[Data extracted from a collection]
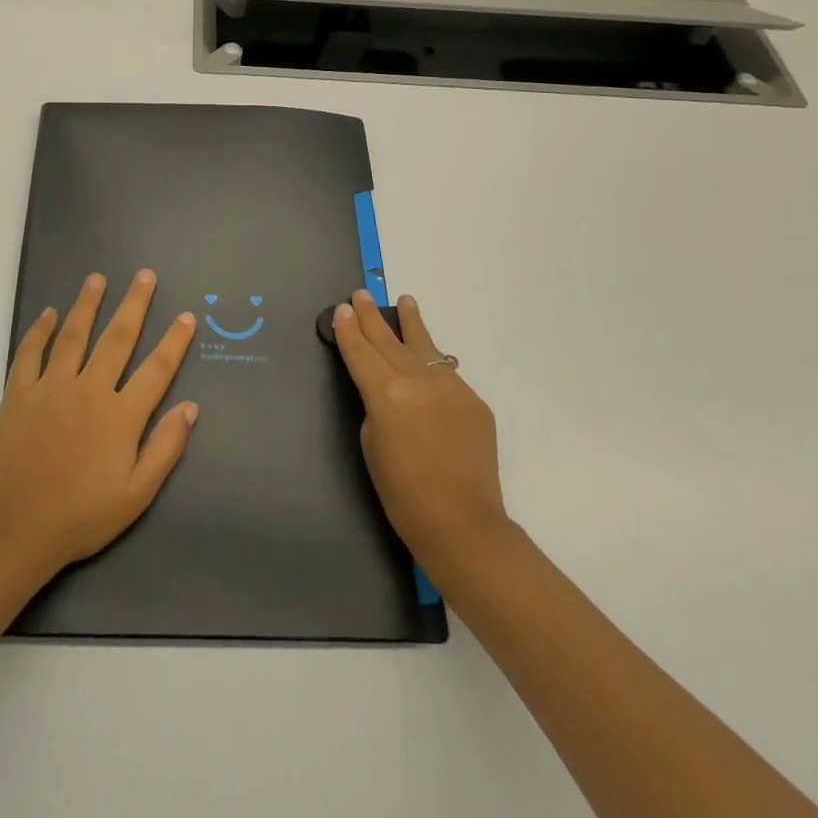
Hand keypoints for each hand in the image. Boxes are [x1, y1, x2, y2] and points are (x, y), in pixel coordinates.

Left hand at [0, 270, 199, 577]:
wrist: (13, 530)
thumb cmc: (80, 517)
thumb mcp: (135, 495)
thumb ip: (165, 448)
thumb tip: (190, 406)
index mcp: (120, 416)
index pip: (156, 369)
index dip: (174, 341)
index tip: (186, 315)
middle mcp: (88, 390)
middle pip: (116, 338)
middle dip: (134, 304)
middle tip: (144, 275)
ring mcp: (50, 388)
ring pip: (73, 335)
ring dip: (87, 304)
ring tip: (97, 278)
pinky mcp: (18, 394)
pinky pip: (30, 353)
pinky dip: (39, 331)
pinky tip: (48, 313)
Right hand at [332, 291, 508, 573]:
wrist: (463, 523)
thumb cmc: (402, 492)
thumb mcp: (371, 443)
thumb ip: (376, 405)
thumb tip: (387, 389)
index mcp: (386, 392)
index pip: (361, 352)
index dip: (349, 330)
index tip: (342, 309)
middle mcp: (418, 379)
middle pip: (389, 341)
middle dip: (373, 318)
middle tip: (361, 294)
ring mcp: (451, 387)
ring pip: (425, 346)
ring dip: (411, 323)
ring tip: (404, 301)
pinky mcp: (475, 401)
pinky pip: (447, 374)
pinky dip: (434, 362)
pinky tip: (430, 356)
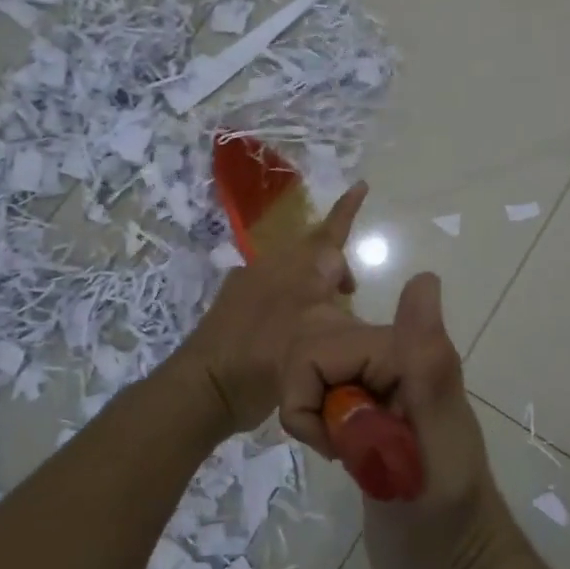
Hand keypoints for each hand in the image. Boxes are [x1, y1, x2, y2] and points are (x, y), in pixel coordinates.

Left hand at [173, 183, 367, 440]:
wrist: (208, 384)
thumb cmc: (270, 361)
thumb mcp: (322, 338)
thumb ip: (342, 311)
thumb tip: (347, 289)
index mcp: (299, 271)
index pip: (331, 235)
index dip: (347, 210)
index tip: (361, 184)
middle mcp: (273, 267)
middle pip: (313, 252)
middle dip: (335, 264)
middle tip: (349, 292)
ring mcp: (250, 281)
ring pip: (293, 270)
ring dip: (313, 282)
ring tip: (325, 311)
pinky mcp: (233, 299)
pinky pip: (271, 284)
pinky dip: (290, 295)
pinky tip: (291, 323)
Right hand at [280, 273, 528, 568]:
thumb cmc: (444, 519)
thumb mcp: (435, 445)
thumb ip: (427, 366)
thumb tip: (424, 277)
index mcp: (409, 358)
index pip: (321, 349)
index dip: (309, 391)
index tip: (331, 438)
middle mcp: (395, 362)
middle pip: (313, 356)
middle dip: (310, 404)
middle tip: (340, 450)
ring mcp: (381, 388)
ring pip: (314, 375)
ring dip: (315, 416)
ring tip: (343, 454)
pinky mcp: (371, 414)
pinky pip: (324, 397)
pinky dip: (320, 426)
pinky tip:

■ PROBLEM ■
Beginning with the first line of the entries above, repeat each line word for word until the line with "ring mcp: (451, 387)" has been given too. Omit the pictures.

■ EXERCISE OUTPUT ■
Hand keypoints for each hand in the image. Boxes are [x1, y1, x2, y2] and points are (x, y), in pixel coordinates.

Left hand at [0, 270, 199, 577]:
wrist: (13, 530)
thumb cmc: (80, 517)
thumb mcp: (135, 495)
thumb ip: (165, 448)
thumb tip: (190, 406)
index mcp: (120, 416)
index pip: (156, 369)
index dip: (174, 341)
index tip: (186, 315)
middle mcp: (88, 390)
middle pip: (116, 338)
middle dip: (134, 304)
middle tip: (144, 275)
ring mcp: (50, 388)
ring pip: (73, 335)
ring dip: (87, 304)
ring tip: (97, 278)
pinky mcp: (18, 394)
pinky pip: (30, 353)
pinky dip: (39, 331)
pinky tip: (48, 313)
Right hand at [332, 291, 508, 573]:
wrist: (463, 523)
thumb cmc: (402, 492)
thumb mcp: (371, 443)
thumb ip: (376, 405)
thumb tip: (387, 389)
index mcp: (386, 392)
index pip: (361, 352)
index dip: (349, 330)
index tip: (342, 309)
middle mcp: (418, 379)
middle pip: (389, 341)
middle dip: (373, 318)
middle tip: (361, 294)
ring mcp: (451, 387)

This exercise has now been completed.